» **Information given**:
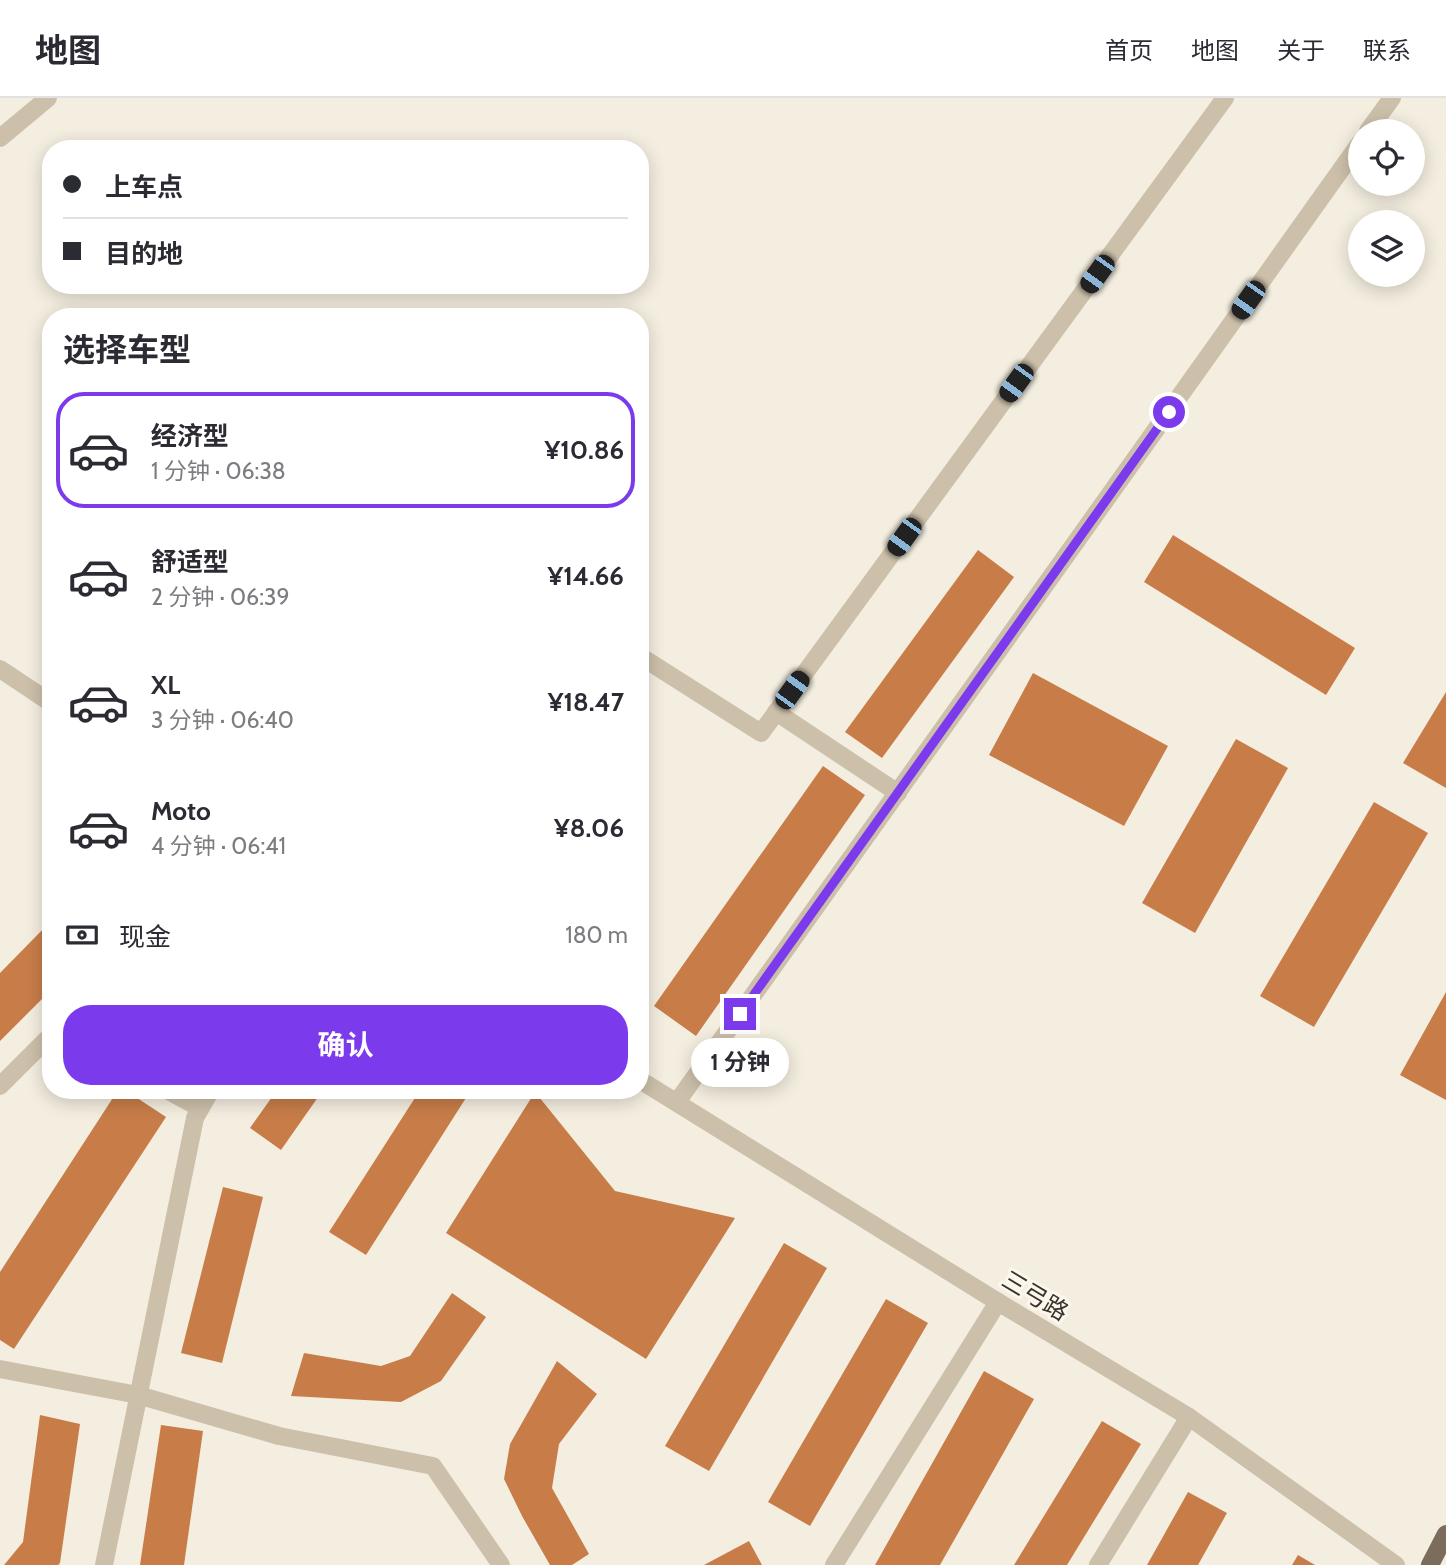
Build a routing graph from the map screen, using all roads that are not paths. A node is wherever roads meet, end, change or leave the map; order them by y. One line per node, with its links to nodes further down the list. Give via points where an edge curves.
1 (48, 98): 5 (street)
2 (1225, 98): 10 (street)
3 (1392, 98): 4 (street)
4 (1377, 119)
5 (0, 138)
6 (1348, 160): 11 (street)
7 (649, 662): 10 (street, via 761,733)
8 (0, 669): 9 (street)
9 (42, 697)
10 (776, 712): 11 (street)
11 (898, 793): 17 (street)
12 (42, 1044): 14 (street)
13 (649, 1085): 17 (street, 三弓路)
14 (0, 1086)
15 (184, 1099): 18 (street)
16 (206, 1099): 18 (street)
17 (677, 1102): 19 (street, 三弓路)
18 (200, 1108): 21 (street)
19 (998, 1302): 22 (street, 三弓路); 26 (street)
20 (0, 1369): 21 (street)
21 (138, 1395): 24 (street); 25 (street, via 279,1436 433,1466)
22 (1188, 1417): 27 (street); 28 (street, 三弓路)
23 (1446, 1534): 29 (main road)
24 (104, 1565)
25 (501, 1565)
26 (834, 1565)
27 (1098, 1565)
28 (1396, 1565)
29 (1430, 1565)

» **Exercise prompt**:
Using the material above, return every line exactly as it appears, minus the pictures.

» **Result of this task**:
Build a routing graph from the map screen, using all roads that are not paths. A node is wherever roads meet, end, change or leave the map; order them by y. One line per node, with its links to nodes further down the list. Give via points where an edge curves.
1 (48, 98): 5 (street)
2 (1225, 98): 10 (street)
3 (1392, 98): 4 (street)
4 (1377, 119)
5 (0, 138)
6 (1348, 160): 11 (street)
7 (649, 662): 10 (street, via 761,733)
8 (0, 669): 9 (street)
9 (42, 697)
10 (776, 712): 11 (street)
11 (898, 793): 17 (street)
12 (42, 1044): 14 (street)
13 (649, 1085): 17 (street, 三弓路)
14 (0, 1086)
15 (184, 1099): 18 (street)
16 (206, 1099): 18 (street)
17 (677, 1102): 19 (street, 三弓路)
18 (200, 1108): 21 (street)
19 (998, 1302): 22 (street, 三弓路); 26 (street)
20 (0, 1369): 21 (street)
21 (138, 1395): 24 (street); 25 (street, via 279,1436 433,1466)
22 (1188, 1417): 27 (street); 28 (street, 三弓路)
23 (1446, 1534): 29 (main road)
24 (104, 1565)
25 (501, 1565)
26 (834, 1565)
27 (1098, 1565)
28 (1396, 1565)
29 (1430, 1565)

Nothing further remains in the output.